C'è sempre un viaggio da fare per un fotografo. Con una 6×7 al collo. Agile, docile, per gli appunti veloci; utile anche per le attese più lunghe, quegli appostamenti più sedentari in sorniona attesa della luce migliore. Una compagnia fidata per il verso impressionista o per il pensiero sedimentato, per il paesaggio come per l'architettura. Come una Moleskine di altri tempi.

Carlo Meazza è uomo abituato a queste fedeltà. Come un guerrigliero della fotografia ha viaggiato nel Terzo Mondo, in America Latina, nell'Africa profonda. Mai discostandosi troppo tuttavia dalle sue montagne e dai suoi laghi.
Sul Maggiore, questa volta è tornato, dove già altre volte era stato col suo bianco e nero, senza sconti e senza fronzoli, con la sua fotografia che mai fatto troppe concessioni al gusto e alla moda.

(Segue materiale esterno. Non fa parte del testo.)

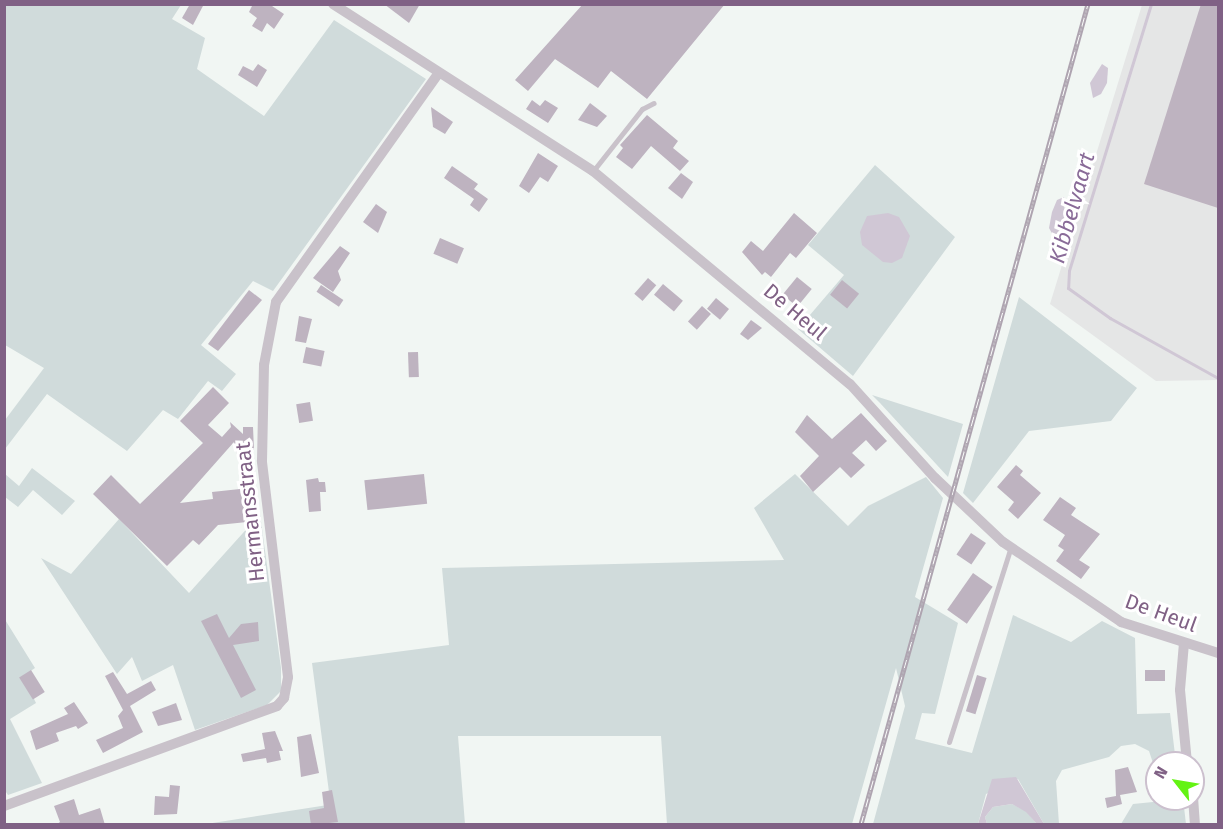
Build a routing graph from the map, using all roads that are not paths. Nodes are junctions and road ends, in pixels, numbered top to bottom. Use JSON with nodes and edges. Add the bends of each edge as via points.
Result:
{"nodes":[{"id":1,"x":333,"y":4,"type":"edge"},
{"id":2,"x":439,"y":73,"type":"junction"},
{"id":3,"x":654,"y":103,"type":"dead end"},
{"id":4,"x":593,"y":171,"type":"junction"},
{"id":5,"x":1011,"y":547,"type":"junction"},
{"id":6,"x":1184,"y":643,"type":"junction"},
{"id":7,"x":1218,"y":653,"type":"edge"},
{"id":8,"x":950,"y":742,"type":"dead end"},
{"id":9,"x":1186,"y":751,"type":"edge"},
{"id":10,"x":4,"y":806,"type":"edge"}],
"edges":[{"from":1,"to":2,"type":"street","name":"De Heul"},
{"from":2,"to":4,"type":"street","name":"De Heul"},
{"from":2,"to":10,"type":"street","name":"Hermansstraat","via":[[276,302],[264,365],[262,461],[288,678],[284,698],[277,706]]},
{"from":3,"to":4,"type":"lane","via":[[642,109]]},
{"from":4,"to":5,"type":"street","name":"De Heul","via":[[850,384],[935,478]]},
{"from":5,"to":6,"type":"street","name":"De Heul","via":[[1121,622]]},
{"from":5,"to":8,"type":"lane"},
{"from":6,"to":7,"type":"street","name":"De Heul"},
{"from":6,"to":9,"type":"street","via":[[1180,690]]}]}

Si chiama Il più bel paese del mondo, il volume che Francesco Nastro Editore ha dato alle stampe per ricordare i vent'anni della scomparsa di Piero Chiara il figlio illustre che più di ogni altro ha cantato Luino e di riflesso ogni angolo di quel lago che nel suo porto, nei suoi portici, nelle sue ville vi si rispecchiava con quella malinconia suadente che il narratore sapeva giocare con la mossa del gran baro, con la fantasia spiegata, tesa come la vela, giocando di sponda di costa in costa, tra un biliardo e le donne, la letteratura e l'arte.

Meazza vi è tornato, rileggendo quanto scritto da Chiara; sapendolo fulminato, lo scrittore, in brevi, ma evidenti passaggi passaggi della sua opera – proprio dalla fotografia. E vi ha trovato anche quello che premeva a lui.

Non solo l'epopea baldanzosa del Paronzini, la contabilità sessuale del pretore Augusto Vanghetta, ma sopratutto che la "vita è un misterioso viaggio" come improvvisamente si rivela agli occhi del narratore de La stanza del Vescovo e come sembra pensare quel quasi Piero Chiara misterioso di spalle fotografato da Meazza su una panchina di fronte a lago al tramonto.

Luino è spesso deserta, raramente notturna, ma spesso lasciata da Carlo sola con i suoi simboli, così ben didascalizzati da Chiara. Il Caffè Clerici. Il Metropole. Il Garibaldi. Il Battello. La nebbia. Il vento. L'odore della Giuditta.
In calce al volume, presentato dalla usuale, pervasiva lettura di Carlo Zanzi, Meazza ha intervistato Marco Chiara. Il figlio dello scrittore, figura fin qui alquanto defilata, racconta di sé e del suo rapporto col padre.

Anche per questo contributo il libro ha un valore intrinseco. Sentimenti personali e filiali raccontati con estremo pudore. Una soglia che, ci piace pensare, solo un artista onesto e uno sguardo onesto, hanno potuto oltrepassare.